◆ Saved entries ◆
= Beginning of Section =

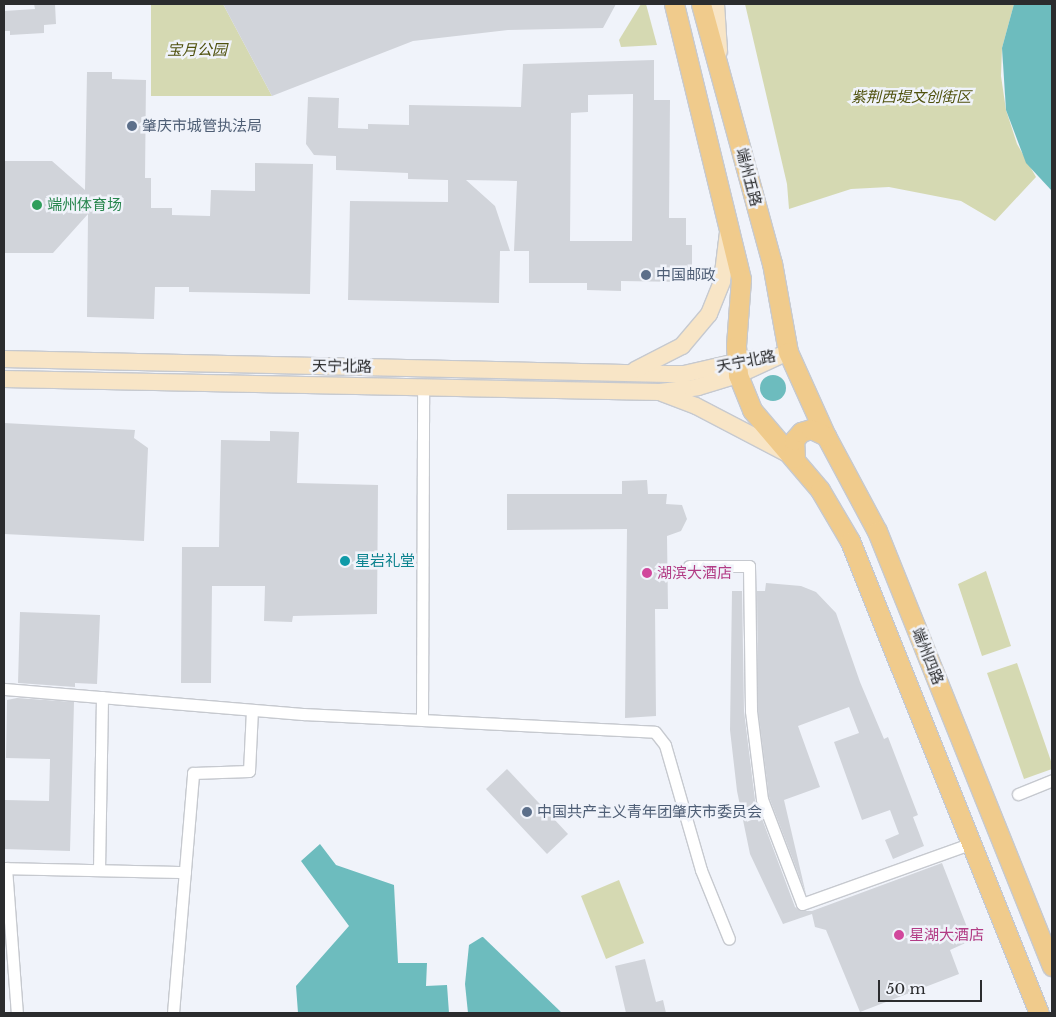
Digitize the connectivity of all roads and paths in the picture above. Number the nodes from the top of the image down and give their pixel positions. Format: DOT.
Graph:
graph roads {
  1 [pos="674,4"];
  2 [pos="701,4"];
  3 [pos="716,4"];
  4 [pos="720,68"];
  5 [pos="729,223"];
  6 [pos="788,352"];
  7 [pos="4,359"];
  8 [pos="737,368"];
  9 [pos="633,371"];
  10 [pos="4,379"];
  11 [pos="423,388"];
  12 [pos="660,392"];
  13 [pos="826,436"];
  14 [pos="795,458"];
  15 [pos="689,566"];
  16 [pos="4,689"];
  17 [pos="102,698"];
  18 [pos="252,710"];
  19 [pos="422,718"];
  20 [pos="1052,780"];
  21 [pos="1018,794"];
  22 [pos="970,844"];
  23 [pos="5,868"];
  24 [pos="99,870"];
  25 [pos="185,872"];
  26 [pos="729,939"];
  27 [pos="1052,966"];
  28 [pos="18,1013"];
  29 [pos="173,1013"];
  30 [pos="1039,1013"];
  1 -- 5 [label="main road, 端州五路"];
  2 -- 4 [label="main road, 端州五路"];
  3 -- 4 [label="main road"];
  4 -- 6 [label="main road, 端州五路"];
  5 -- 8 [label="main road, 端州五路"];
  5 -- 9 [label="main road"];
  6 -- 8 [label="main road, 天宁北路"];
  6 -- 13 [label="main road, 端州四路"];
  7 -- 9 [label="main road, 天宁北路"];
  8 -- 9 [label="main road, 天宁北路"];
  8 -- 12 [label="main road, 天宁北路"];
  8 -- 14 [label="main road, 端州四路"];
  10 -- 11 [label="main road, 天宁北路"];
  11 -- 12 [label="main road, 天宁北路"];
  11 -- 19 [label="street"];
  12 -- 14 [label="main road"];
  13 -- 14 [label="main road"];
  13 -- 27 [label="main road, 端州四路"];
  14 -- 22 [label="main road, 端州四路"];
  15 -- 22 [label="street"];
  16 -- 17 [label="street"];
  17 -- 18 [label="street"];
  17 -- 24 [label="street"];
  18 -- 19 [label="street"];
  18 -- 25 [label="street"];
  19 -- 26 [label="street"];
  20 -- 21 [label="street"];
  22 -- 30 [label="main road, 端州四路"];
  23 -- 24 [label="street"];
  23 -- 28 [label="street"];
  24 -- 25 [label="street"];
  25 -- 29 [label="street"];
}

= End of Section =

◆ WORK TO COMPLETE ◆
Throughout the data above, copy all lines where the word "roads" is found.

◆ YOUR RESPONSE ◆
Digitize the connectivity of all roads and paths in the picture above. Number the nodes from the top of the image down and give their pixel positions. Format: DOT.
graph roads {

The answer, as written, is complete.